There will be some comparisons to Universal Analytics, but if you have no experience with this tool, you will understand everything too. Ready to go? If you don't have time to read the whole thing at once, use the table of contents and jump to the part that interests you.
Home page
On the home page, you’ll find cards with basic traffic metrics, including the number of users, the countries they’ve connected to your site from, the most common traffic channels, and the most popular pages on your site. The time frame is automatically set to the last 7 days, but you can change it to suit your needs. The most interesting part of this Analytics section is “Recently accessed”. Here, you’ll find five reports or GA4 settings that you’ve visited before you came to the home page, even a while ago. Once you get into the habit of visiting specific reports, this section will allow you to access them without having to navigate through menus to each one.
Reports
Reports are divided into several thematic collections. This is the main change that takes some getting used to after using Universal Analytics for a while. The names are a bit different, but the content is similar, because we still measure traffic to websites (and additonally apps). 😉
Reports snapshot
This part consists of 13 cards that provide an overview of various aspects of website traffic, such as new users by the metric First user - default channel group, or user activity by cohort. I know what the faces of most people look like when they see the word "cohort" in the context of analytical data, because "what is this ancient Roman battalion doing on the Internet"? Meanwhile, in statistics, it is a group of data (in this case, users) distinguished from all users based on some common feature. So a cohort can be students who bought a course for the norskprøve exam and Monika, who teaches them, checks how often they return to her pages with support materials.
Don't get hung up on the fact that there are thirteen cards. You can add or subtract them at will by clicking the edit pencil in the upper right corner. Remember that you can save a new set of cards as a separate, new report or overwrite the current one.

Realtime
Compared to Universal Analytics, real-time data is quite compact; everything is on two pages. So we have audience size, country of entry, and events all at once, without having to switch between individual sections.

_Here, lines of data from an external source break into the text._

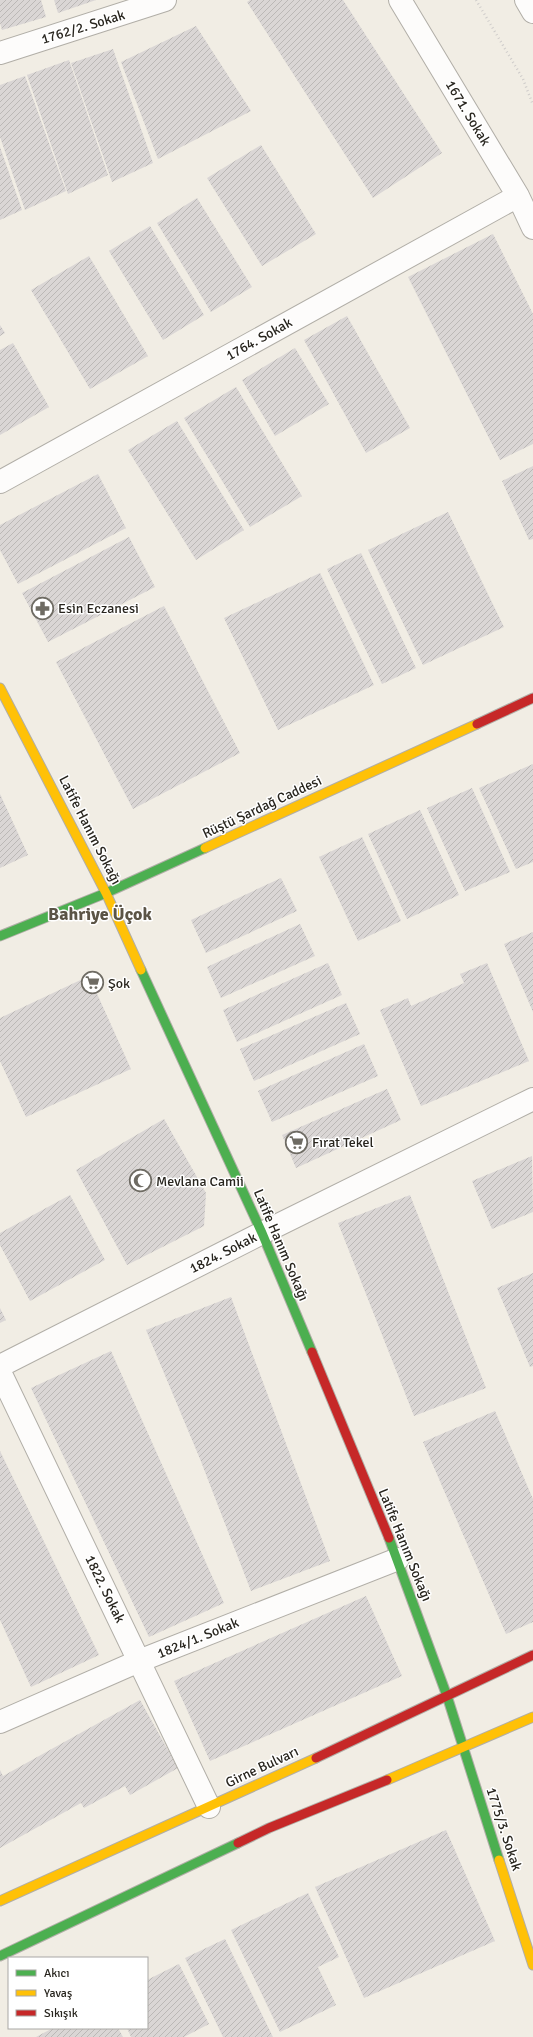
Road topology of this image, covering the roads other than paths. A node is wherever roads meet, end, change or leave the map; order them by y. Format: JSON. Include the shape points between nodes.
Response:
{"nodes":[{"id":1,"x":400,"y":0,"type":"edge"},
{"id":2,"x":526,"y":0,"type":"edge"},
{"id":3,"x":161,"y":1,"type":"edge"},
{"id":4,"x":533,"y":12,"type":"edge"},
{"id":5,"x":0,"y":53,"type":"edge"},
{"id":6,"x":518,"y":196,"type":"junction"},
{"id":7,"x":533,"y":228,"type":"edge"},
{"id":8,"x":0,"y":482,"type":"edge"},
{"id":9,"x":0,"y":688,"type":"edge"},
{"id":10,"x":533,"y":698,"type":"edge"},
{"id":11,"x":106,"y":893,"type":"junction"},
{"id":12,"x":0,"y":936,"type":"edge"},
{"id":13,"x":533,"y":1099,"type":"edge"},
{"id":14,"x":262,"y":1233,"type":"junction"},
{"id":15,"x":0,"y":1366,"type":"edge"},
{"id":16,"x":0,"y":1372,"type":"edge"},
{"id":17,"x":398,"y":1559,"type":"junction"},
{"id":18,"x":533,"y":1655,"type":"edge"},
{"id":19,"x":139,"y":1661,"type":"junction"},
{"id":20,"x":447,"y":1696,"type":"junction"},
{"id":21,"x":533,"y":1717,"type":"edge"},
{"id":22,"x":0,"y":1722,"type":"edge"},
{"id":23,"x":464,"y":1748,"type":"junction"},
{"id":24,"x":209,"y":1806,"type":"junction"},
{"id":25,"x":0,"y":1901,"type":"edge"},
{"id":26,"x":0,"y":1956,"type":"edge"},
{"id":27,"x":533,"y":1965,"type":"edge"}],
"edges":[{"from":1,"to":6,"type":"street","name":"1671. Sokak"},
{"from":2,"to":4,"type":"street"},
{"from":3,"to":5,"type":"street","name":"1762/2. Sokak"},
{"from":6,"to":7,"type":"street","name":"1671. Sokak"},
{"from":6,"to":8,"type":"street","name":"1764. Sokak"},
{"from":9,"to":11,"type":"street","name":"Latife Hanım Sokağı"},
{"from":10,"to":11,"type":"street","name":"Rüştü Şardağ Caddesi"},
{"from":11,"to":12,"type":"street","name":"Rüştü Şardağ Caddesi"},
{"from":11,"to":14,"type":"street","name":"Latife Hanım Sokağı"},
{"from":13,"to":14,"type":"street","name":"1824. Sokak"},
{"from":14,"to":15,"type":"street","name":"1824. Sokak"},
{"from":14,"to":17,"type":"street","name":"Latife Hanım Sokağı"},
{"from":16,"to":19,"type":"street","name":"1822. Sokak"},
{"from":17,"to":19,"type":"street","name":"1824/1. Sokak"},
{"from":17,"to":20,"type":"street","name":"Latife Hanım Sokağı"},
{"from":18,"to":20,"type":"street","name":"Girne Bulvarı"},
{"from":19,"to":22,"type":"street","name":"1824/1. Sokak"},
{"from":19,"to":24,"type":"street","name":"1822. Sokak"},
{"from":20,"to":23,"type":"street","name":"Latife Hanım Sokağı"},
{"from":20,"to":24,"type":"street","name":"Girne Bulvarı"},
{"from":21,"to":23,"type":"street"},
{"from":23,"to":26,"type":"street","via":[[269,1828]]},
{"from":23,"to":27,"type":"street","name":"1775/3. Sokak"},
{"from":24,"to":25,"type":"street","name":"Girne Bulvarı"}]}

Just remember that now real time only covers the last 5 and 30 minutes for active users parameter. Other reports are not described. As a result, it is not used for testing page actions anymore. Testing is done in DebugView .
Life Cycle Collection
This is a collection of reports on what's happening on your site. You'll find data on where your users are coming from, what they're doing on the pages, and how revenue is being generated, i.e. online purchases, and separately - what percentage of users are returning to the site after a certain period of time.
Acquisition
The Acquisition section opens the general report, where you can click on the link for each card/chart to the detailed report for that information. For example, from the "Sessions by Session - default channel group" tab, you can click on the "View traffic acquisition report ->" link and go to the detailed data.

In the left-hand menu, you will then see that you have left "Overview" and the "Traffic Acquisition" report is active.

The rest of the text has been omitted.